Participants will not be told which group they have been allocated to. All participants will be given access to the same online Diabetes Learning Modules (see below) on a Learning Management System (LMS). An LMS is a technical platform which tracks all user behaviour including how long and how often materials are used, and also ensures that learners follow the materials in a fixed sequence. In addition, the intervention group will be administered a novel interactive learning tool, the DNAT. A link tracking system will capture which resources individual learners visit during the learning period. As the learners progress with the modules they will also be prompted to indicate which they completed and estimate the time they spent using them.

Diabetes Learning Modules

Participants in both groups have online access to the same Diabetes Learning Modules on the LMS. All the content of these learning modules is applicable to European practice and material comes from BMJ Learning, Excerpta Medica, a division of Elsevier Health Sciences, and the International Diabetes Federation and Elsevier Health Sciences. The modules include current evidence-based guidelines (particularly those of the European Association for the Study of Diabetes and the European Society of Cardiology) on diabetes, pre-diabetes and cardiovascular disease; important clinical areas and common difficulties in practice (Type 1, Type 2, diabetes in pregnancy and secondary causes of diabetes).

Diabetes Needs Assessment Tool (DNAT)

The DNAT is a new web-based diabetes interactive learning tool. It is a computerised adaptive test comprised of clinically rich case problems developed by a group of diabetologists/educationalists. The 253 DNAT test items have already been validated through use with a large number of learners with a range of ability registered on BMJ OnExamination. The items cover six categories: Principles of Diabetes (53 items), Lifestyle (49 items), Drug Treatment (64 items), CVS/Macrovascular (34 items), Acute Complications (21 items), Microvascular Complications (32 items).
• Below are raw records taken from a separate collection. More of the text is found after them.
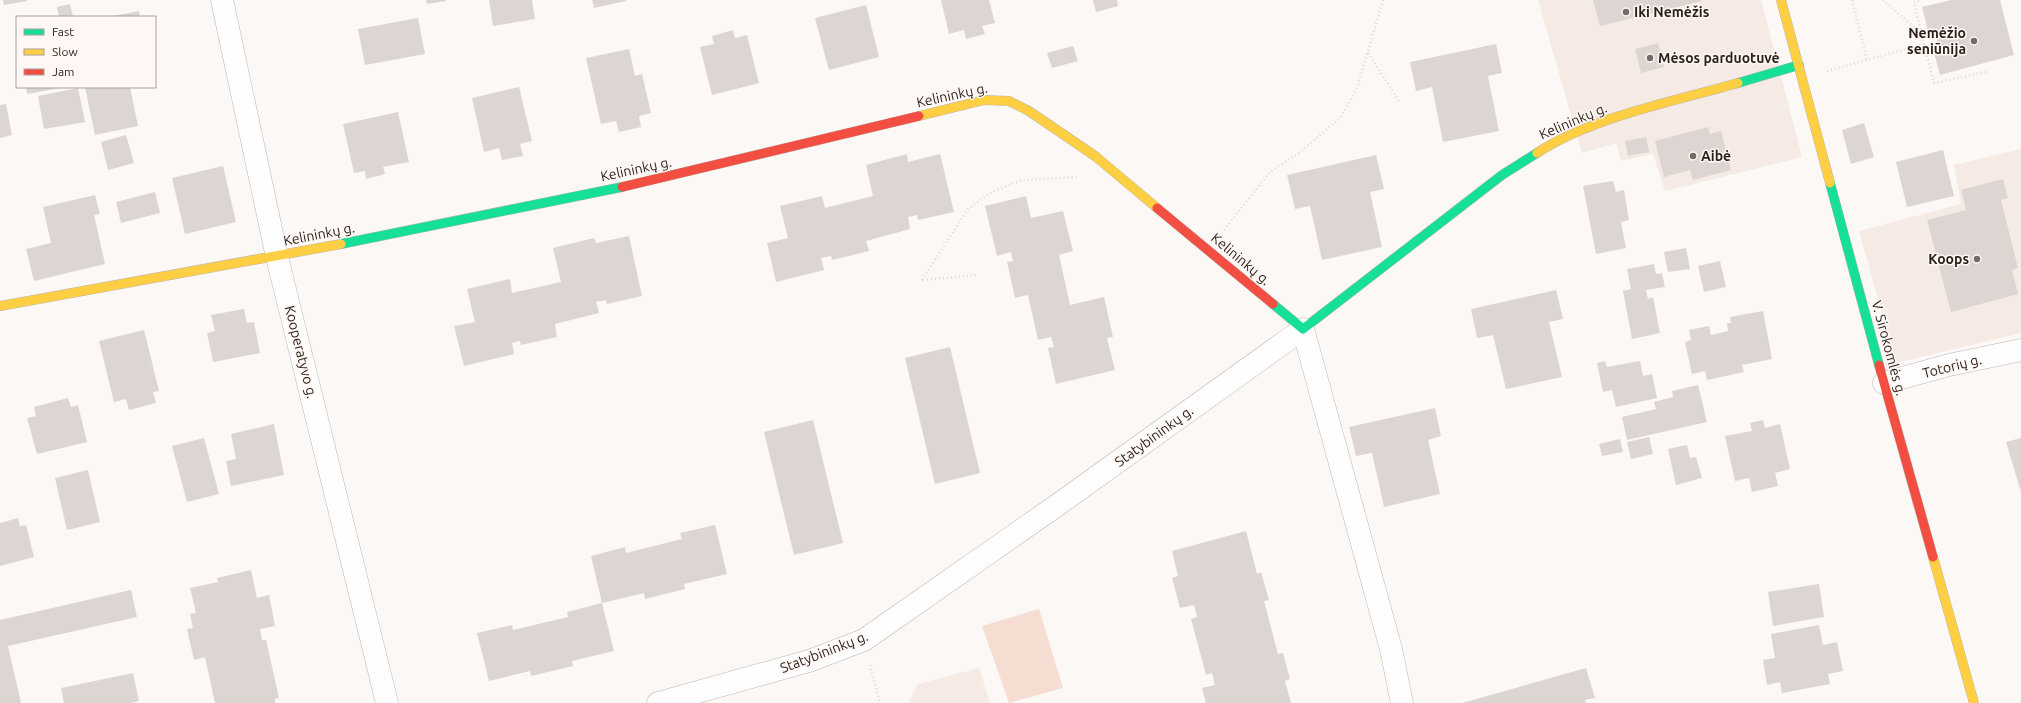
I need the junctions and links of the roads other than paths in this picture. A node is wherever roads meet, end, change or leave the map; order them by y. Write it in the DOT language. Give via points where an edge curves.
graph roads {
  1 [pos="222,0"];
  2 [pos="1781,0"];
  3 [pos="1799,65"];
  4 [pos="277,257"];
  5 [pos="0,306"];
  6 [pos="1303,330"];
  7 [pos="2021,350"];
  8 [pos="1884,383"];
  9 [pos="387,703"];
  10 [pos="658,703"];
  11 [pos="1402,703"];
  12 [pos="1974,703"];
  1 -- 4 [label="street, Kooperatyvo g."];
  2 -- 3 [label="street, V. Sirokomlės g."];
  3 -- 6 [label="street, Kelininkų g." via="1605,121 1552,143 1502,175"];
  3 -- 8 [label="street, V. Sirokomlės g."];
  4 -- 5 [label="street, Kelininkų g."];
  4 -- 6 [label="street, Kelininkų g." via="658,180 984,100 1009,101 1030,111 1105,165"];
  4 -- 9 [label="street, Kooperatyvo g."];
  6 -- 10 [label="street, Statybininkų g." via="864,640 809,661"];
  6 -- 11 [label="street" via="1391,649"];
  7 -- 8 [label="street, Totorių g." via="1950,365"];
  8 -- 12 [label="street, V. Sirokomlės g."];
}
The DNAT can be completed over several sessions if required and takes the learner approximately 90 to 120 minutes to complete. Not all learners will see the same questions as the test adapts to knowledge level as individuals complete it. On completion of the DNAT, a personalised learning report is created for each learner identifying learning needs alongside individualised recommendations of the most appropriate Diabetes Learning Modules to meet those needs. At any stage this personalised report can be viewed listing the performance of the learner at that point.

Outcome measures

Primary Outcome measure

Diabetes Knowledge Test

The Diabetes Knowledge Test contains 20 multiple choice questions (in the format of single best answer out of five possible options). There are two versions of the Diabetes Knowledge Test – Test A and Test B. All learners will receive the same baseline Diabetes Knowledge Test (Test A) prior to randomisation. Test B is a slightly different test of equal difficulty to be administered at the end of the learning period. The primary outcome will be Diabetes Knowledge Test scores at four months. Note-while the knowledge tests contain 20 items, only 19 items will be used in the knowledge test scores as one of the items in each test is a "rogue" item not on diabetes.
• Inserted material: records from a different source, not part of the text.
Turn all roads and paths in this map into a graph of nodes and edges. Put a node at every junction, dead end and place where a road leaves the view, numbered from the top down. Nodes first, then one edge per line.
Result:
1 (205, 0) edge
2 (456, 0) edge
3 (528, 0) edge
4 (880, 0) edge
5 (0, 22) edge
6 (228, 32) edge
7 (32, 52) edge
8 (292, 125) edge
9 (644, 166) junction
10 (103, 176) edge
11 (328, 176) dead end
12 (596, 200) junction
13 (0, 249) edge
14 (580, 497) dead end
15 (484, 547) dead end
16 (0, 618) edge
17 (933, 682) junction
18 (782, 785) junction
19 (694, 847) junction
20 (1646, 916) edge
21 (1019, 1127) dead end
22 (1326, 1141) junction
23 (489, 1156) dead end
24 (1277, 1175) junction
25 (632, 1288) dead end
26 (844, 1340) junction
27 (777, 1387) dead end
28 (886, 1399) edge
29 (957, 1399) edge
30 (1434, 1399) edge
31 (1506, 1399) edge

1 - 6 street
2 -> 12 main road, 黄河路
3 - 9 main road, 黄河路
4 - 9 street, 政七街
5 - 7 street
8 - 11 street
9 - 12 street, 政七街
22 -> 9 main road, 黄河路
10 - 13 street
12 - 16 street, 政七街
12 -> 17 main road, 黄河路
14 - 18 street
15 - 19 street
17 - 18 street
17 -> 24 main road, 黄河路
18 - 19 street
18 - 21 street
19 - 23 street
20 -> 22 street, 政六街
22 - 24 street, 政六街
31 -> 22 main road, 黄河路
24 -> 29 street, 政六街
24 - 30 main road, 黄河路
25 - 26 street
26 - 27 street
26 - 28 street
The Diabetes Knowledge Tests were developed from the same large pool of calibrated items as the DNAT but there is no overlap between the DNAT and the knowledge tests.

Secondary outcomes

Acceptability Survey

Immediately after the learning period, all learners will be administered a survey containing a series of questions about their level of satisfaction with the materials received and the acceptability of the learning formats. They will be asked about the perceived usefulness and usability of the materials. Participants in the intervention group will be asked additional specific questions about the acceptability of the DNAT.

Practice Change Survey

Five months after the start of the learning period, all learners will be administered a series of questions on self-reported changes in clinical practice as a result of the learning experience. They will be asked to give specific examples of any changes in their diabetes management. This will be used as an indicator of the transference of competence into clinical behaviour.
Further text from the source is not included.